By Josh Petray
A vibrant visual arts center of creativity, learning and interaction in downtown Paso Robles is now one step closer to being realized.
On Tuesday, the Paso Robles Planning Commission unanimously OK’d a future downtown art center project called Studios on the Park. The project, to be located at 1130 Pine St. in the old Pioneer Auto Parts building, will renovate an existing building to accommodate a new art studio across from Downtown City Park.
At Tuesday’s commission hearing, several members of the public spoke enthusiastically in favor of the project.
“We believe in the strategic plan that asks us to have art and culture, and this certainly will fulfill this need,” said Norma Moye, Main Street Association executive director.
Commissioner Joel Peterson said he thinks the project will be a successful one and wished the applicants the best.
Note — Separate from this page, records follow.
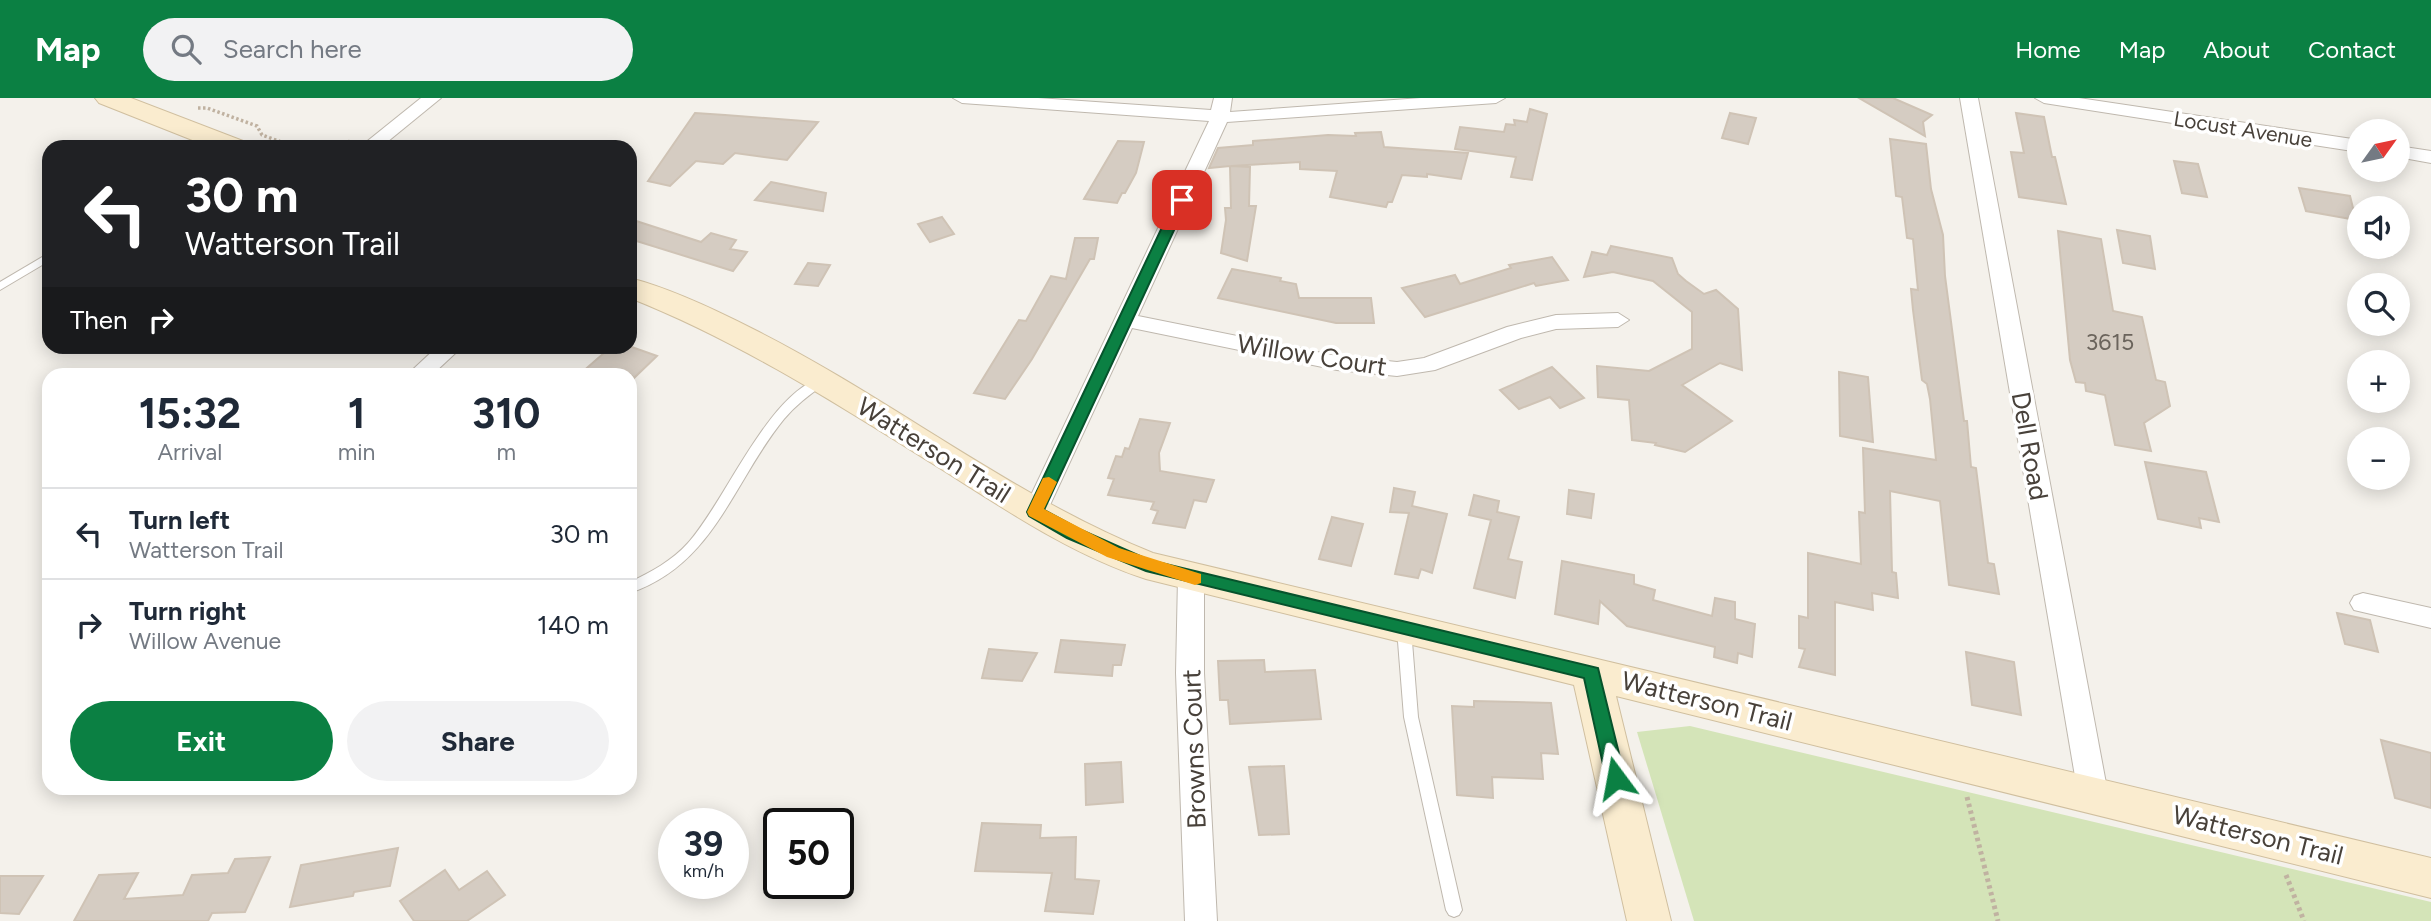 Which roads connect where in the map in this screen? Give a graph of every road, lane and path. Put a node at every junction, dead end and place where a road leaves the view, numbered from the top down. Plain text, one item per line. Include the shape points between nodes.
1 (107, 98) edge
2 (432, 98) edge
3 (962, 98) edge
4 (1496, 98) edge
5 (1969, 98) edge
6 (2044, 98) edge
7 (1221, 107) edge
8 (214, 140) edge
9 (378, 140) edge
10 (2347, 144) edge
11 (2410, 154) edge
12 (2431, 158) edge
13 (42, 260) edge
14 (0, 287) edge
15 (637, 290) edge
16 (1126, 320) junction
17 (1618, 320) dead end
18 (443, 354) edge
19 (426, 368) edge
20 (822, 380) junction
21 (1035, 512) junction
22 (1191, 578) junction
23 (637, 585) edge
24 (2363, 603) dead end
25 (2431, 618) edge
26 (1404, 629) junction
27 (1591, 673) junction
28 (1958, 762) junction
29 (2093, 794) junction
30 (2271, 838) junction
31 (2431, 878) edge
32 (1454, 910) dead end
33 (1202, 921) edge
34 (1649, 921) edge
35 (1998, 921) edge
36 (2304, 921) edge

1 - 8 main road
2 - 9 street
3 - 7 street
4 - 7 street
5 - 29 street, Dell Road
6 - 10 street, Locust Avenue
7 - 16 street
11 - 12 street
13 - 14 lane
15 - 20 main road, Watterson Trail via 716,320
16 - 17 street, Willow Court via 1386,369 1427,365 1556,322
16 - 21 street
18 - 19 street
20 - 21 main road, Watterson Trail
20 - 23 lane via 777,419 719,513 691,548 661,573
21 - 22 main road, Watterson Trail via 1113,553
22 - 26 main road, Watterson Trail
22 - 33 street, Browns Court via 1190,673
24 - 25 street
26 - 27 main road, Watterson Trail
26 - 32 lane via 1411,717
27 - 28 main road, Watterson Trail
27 - 34 main road
28 - 29 main road, Watterson Trail
28 - 35 path
29 - 30 main road, Watterson Trail
30 - 31 main road, Watterson Trail
30 - 36 path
“This project is definitely what makes me proud to be a Paso Roblan,” he said after the unanimous vote. “This is just an amazing project.”
The project garned the support of Main Street as well as the presidents of both the San Luis Obispo Art Center and Paso Robles Art Association, said applicant Anne Laddon.
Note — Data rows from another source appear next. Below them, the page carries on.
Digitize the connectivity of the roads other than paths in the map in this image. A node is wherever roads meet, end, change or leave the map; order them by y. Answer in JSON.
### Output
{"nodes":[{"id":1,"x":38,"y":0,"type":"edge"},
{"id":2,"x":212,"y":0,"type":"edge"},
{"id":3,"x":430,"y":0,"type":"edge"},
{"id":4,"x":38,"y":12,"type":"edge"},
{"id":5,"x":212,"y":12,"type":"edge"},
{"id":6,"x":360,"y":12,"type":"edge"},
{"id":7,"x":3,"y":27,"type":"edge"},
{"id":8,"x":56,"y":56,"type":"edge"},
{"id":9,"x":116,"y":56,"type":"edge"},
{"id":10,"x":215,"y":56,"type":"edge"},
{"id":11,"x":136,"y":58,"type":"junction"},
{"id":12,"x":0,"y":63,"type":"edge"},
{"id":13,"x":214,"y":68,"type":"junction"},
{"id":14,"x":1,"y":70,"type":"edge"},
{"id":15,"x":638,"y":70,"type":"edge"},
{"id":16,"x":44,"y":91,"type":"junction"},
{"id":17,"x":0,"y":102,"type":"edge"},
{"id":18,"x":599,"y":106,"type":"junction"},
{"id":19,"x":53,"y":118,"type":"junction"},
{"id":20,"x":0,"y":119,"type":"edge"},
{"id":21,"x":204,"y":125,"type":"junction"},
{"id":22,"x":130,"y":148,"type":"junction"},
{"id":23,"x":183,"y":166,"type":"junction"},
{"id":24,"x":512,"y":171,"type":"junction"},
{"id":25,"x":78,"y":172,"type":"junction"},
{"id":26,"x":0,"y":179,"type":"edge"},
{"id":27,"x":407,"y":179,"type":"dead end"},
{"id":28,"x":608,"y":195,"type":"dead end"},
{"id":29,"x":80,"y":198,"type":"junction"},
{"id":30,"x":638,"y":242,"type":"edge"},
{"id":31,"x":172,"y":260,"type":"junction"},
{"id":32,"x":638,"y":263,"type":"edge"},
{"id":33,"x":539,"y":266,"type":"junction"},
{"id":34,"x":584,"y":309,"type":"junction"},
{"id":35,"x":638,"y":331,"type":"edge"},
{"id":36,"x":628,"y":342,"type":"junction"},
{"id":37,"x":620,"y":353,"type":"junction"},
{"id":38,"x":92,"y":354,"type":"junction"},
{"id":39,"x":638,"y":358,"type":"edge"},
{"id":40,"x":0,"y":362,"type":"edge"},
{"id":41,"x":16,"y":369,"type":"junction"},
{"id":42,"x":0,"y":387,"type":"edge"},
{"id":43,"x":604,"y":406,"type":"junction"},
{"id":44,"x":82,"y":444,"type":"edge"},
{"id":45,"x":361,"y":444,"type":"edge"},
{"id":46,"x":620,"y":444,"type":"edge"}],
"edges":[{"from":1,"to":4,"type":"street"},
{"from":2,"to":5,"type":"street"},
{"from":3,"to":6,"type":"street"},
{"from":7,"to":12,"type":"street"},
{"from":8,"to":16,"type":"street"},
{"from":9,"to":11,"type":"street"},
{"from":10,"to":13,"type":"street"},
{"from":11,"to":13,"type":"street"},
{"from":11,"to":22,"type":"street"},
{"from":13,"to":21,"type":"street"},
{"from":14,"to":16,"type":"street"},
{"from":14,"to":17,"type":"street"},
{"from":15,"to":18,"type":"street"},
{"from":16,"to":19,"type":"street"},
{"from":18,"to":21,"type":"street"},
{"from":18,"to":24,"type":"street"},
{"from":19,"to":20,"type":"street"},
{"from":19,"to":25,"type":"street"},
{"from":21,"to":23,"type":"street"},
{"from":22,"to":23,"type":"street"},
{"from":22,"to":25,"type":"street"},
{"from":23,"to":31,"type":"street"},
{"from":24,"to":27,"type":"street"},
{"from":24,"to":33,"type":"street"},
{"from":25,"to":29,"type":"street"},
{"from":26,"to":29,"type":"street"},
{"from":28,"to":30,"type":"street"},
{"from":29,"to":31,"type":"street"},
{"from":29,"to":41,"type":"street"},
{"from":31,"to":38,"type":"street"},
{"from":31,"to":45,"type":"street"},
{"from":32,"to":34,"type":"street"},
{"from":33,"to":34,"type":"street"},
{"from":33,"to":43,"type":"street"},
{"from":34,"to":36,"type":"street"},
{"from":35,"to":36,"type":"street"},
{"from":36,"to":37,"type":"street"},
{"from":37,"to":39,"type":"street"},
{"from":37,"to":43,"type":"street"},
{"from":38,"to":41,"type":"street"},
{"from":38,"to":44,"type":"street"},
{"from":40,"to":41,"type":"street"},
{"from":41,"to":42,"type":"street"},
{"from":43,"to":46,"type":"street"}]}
Laddon, a professional artist for more than 28 years who move to the Central Coast in 1984 and helped found a larger-scale project in Washington D.C., said the project will provide for two nonprofit galleries, other guilds and workshops.
“I love Paso, and we are missing the visual arts in our town,” she told the commission.
Paso Robles residents Dale Gustin and John McCarthy also spoke in favor of the project.
Architect Larry Gabriel said that when the project started out, the idea was much larger than the existing building. The project team spent six months refining the project after some initial input from staff. Gabriel said he feels that after refining the plans they’ve gone above and beyond meeting the historical requirements.
The property has a historical connection dating back to the 1930s as a Packard/Hudson showroom, according t a city staff report. During the early 1900s, the city had a handful of auto-oriented businesses, as its commercial core was strategically built adjacent to the former state highway – or Spring Street.
“This property is one of the last remaining properties that has this architectural character associated with it,” said community Development Director Ron Whisenand.
The building was also shaken up during the 2003 San Simeon Earthquake.
“This is one of the last remaining pieces that is still standing there,” said Matt Masia, owner of the Adelaide Inn and president of the Main street Board of Directors.
Masia said that he thought the new project would be good for tourism and that he supported it.
Though the cit’s current Historical Resource Inventory doesn’t list the property as a potential historical resource, subsequent analysis by historians has revealed that the building meets the state’s thresholds for historical significance, according to a city staff report.
The City Council will be looking at an updated historic resource inventory as part of the Uptown/Town Center Specific Plan, Whisenand said.
Designating 1130 Pine St would have no impact on the commission’s decision, since it made the findings that the changes to the building are consistent with the Secretary of the Interior’s standards for the treatment of historic resources, city officials said.